The Court is particularly disturbed at the deficiency of Smith's federal claims and views their lack of merit as sanctionable conduct. The Court believes, based on the substance of Smith's allegations, that his federal claims were included in the complaint simply to bring this case into federal court. It appears there was no basis for the federal claims in this action. Smith's actions violate the Reform Act's central purpose of preventing frivolous lawsuits initiated to intimidate defendants and force them into a quick settlement, It is particularly telling that in the face of a motion for sanctions, Smith immediately withdrew his case from federal court. It appears to the Court that Smith mistakenly assumed he was protected by the safe harbor provision and took advantage of it to file his complaint. If the safe harbor provision was applicable, all Smith had to do was withdraw the complaint if it did not generate the response he desired-which is precisely the action he took. Prior to passage of the Reform Act, this Court would likely be powerless to impose sanctions because, as Smith correctly argues, Rule 11 allows for such behavior. However, the Reform Act does not. This is precisely the type of case Congress was trying to prevent when it passed the Reform Act. As a result, the Court is mandated to impose sanctions if it should find any substantial failure of a complaint to comply with any requirement of Rule 11. As explained above, the Court finds such failure in this case.

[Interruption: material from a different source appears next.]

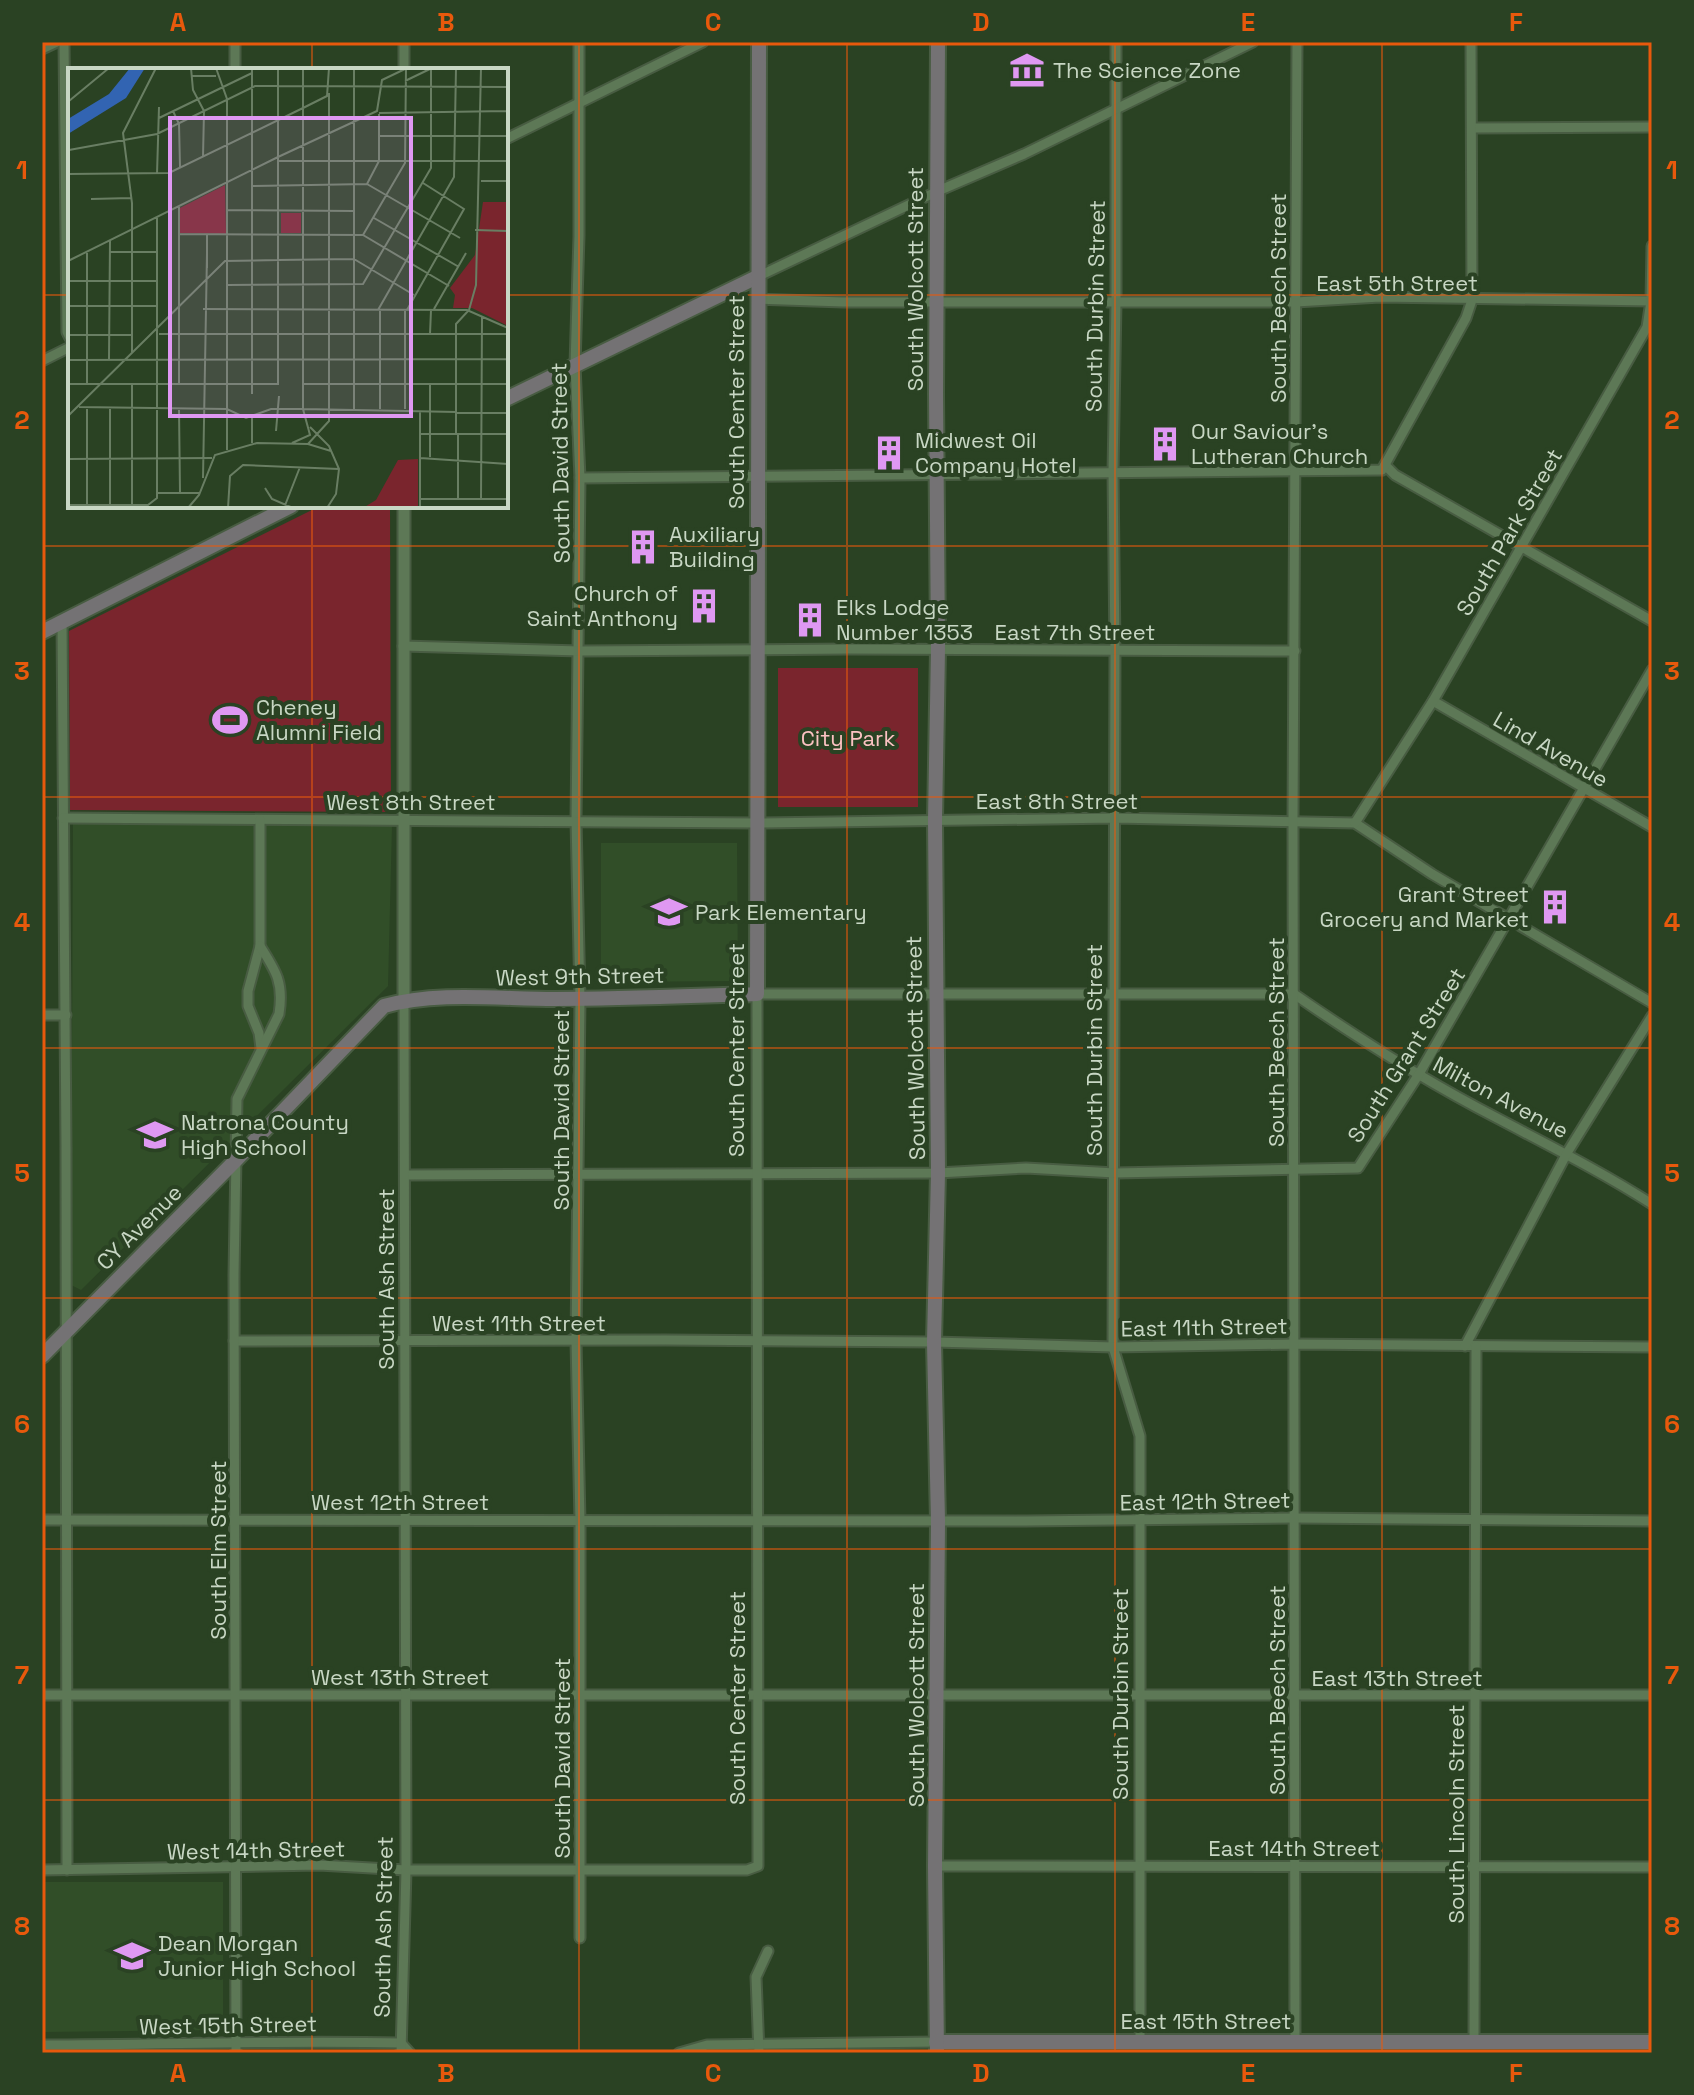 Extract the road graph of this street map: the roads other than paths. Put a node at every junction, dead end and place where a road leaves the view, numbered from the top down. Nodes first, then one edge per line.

Smith's response to Defendant's motion simply addresses the procedural issues concerning whether sanctions are warranted when a case is voluntarily dismissed. In a footnote, Smith states "Because of the arguments presented herein, and in an effort to minimize fees and expenses on this matter and in the interest of judicial economy, plaintiff presents herein only his arguments as to why the motion for sanctions is proeedurally improper." Smith later states that should the Court determine sanctions are warranted, he "requests an opportunity to explain why the complaint does not violate Rule 11(b)." Were it this Court's decision, Smith would be denied any opportunity to respond further, as he should have made his arguments at the appropriate time. The Court is not in the habit of allowing parties to present one argument and should that fail, present alternative arguments at a later date. The Court will grant Smith's request, however, because it is mandated by the Reform Act to do so. Section 78u-4(c)(2) states that "prior to any finding that any party or attorney has violated Rule 11 of the Federal Rules of Civil Procedure, the court shall give such party or attorney notice and an opportunity to respond." Smith and Mr. Martinez shall have fifteen (15) days from the date of this Order to file with the Court a response indicating why sanctions consisting of attorney's fees and costs incurred by Defendant in defending this action are not warranted. Should Smith fail to take such action, this Court will enter an Order awarding appropriate sanctions to Defendants in an amount to be determined.
CONCLUSION
Based on the foregoing, Defendant's motion is GRANTED to the extent the Court finds a basis for sanctions to be imposed on Smith and his counsel. Smith and Martinez shall file with this court a response to show why sanctions are not warranted. Upon review of Plaintiffs response, this Court will enter the appropriate order on Defendant's Motion.
. Although the Court notes various other deficiencies in Smith's non-federal allegations, the Court does not believe they rise to the level of sanctionable conduct.